Pachyballus flavipes has distinctive copulatory organs. The male's palp finishes with a relatively small palpal tibia has a single large spike, or tibial apophysis, projecting upwards. The apophysis curves slightly away from the rest of the palp. Attached to the end of the tibia is a rounded cymbium that is attached to a palpal bulb that is smaller and hangs down alongside the tibia. The bulb has a pronounced bulge at the bottom and a thin projection called an embolus extending from its top that wraps itself in tight coils before projecting away from the bulb and curving in towards the cymbium. The embolus itself has a hump at the base of its membranous core. The female spider's epigyne, or external and most visible part of the female copulatory organs, is oval with a horse-shoe-shaped depression visible to the front. There are two copulatory openings that lead via wide insemination ducts to relatively small receptacles, or spermathecae.

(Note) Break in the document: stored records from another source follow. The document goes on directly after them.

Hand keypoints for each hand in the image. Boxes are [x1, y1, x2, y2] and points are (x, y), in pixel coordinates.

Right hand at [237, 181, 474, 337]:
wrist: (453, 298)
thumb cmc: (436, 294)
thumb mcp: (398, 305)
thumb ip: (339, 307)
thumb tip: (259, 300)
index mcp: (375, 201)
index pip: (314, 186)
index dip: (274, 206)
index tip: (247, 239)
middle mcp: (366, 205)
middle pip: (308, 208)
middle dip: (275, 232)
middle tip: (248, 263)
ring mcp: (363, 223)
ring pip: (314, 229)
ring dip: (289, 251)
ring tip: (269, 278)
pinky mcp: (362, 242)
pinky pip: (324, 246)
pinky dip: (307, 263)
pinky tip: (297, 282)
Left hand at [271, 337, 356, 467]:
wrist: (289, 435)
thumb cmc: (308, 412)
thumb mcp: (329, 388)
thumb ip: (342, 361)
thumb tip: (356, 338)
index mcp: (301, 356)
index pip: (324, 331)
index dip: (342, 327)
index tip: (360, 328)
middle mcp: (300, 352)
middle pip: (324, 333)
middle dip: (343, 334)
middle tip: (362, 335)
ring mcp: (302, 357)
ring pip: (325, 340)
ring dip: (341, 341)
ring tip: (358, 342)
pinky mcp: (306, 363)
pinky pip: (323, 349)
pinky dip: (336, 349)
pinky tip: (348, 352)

The spider resembles a beetle. It particularly resembles members of the Coccinellidae family. The shape of the scuta on the juveniles is particularly similar to the hardened forewings, or elytra, of beetles. Combined with its choice of habitat, this suggest that this is a form of camouflage.

==Distribution and habitat==
Pachyballus spiders generally live in Africa and have been found in Yemen. Pachyballus flavipes was initially seen only in West Africa but has also been found in East Africa, implying it has a wide distribution across Africa. Specimens of the spider have been collected from many countries, including Angola, Botswana, Cameroon, the Democratic Republic of Congo, Equatorial Guinea, Ivory Coast, Kenya, South Africa, Tanzania, Uganda and Zimbabwe. It lives in forests, both in the canopy and on the ground. The spider has been seen in rainforest and on steppe living amongst Acacia trees at an altitude of up to 2100 m above sea level.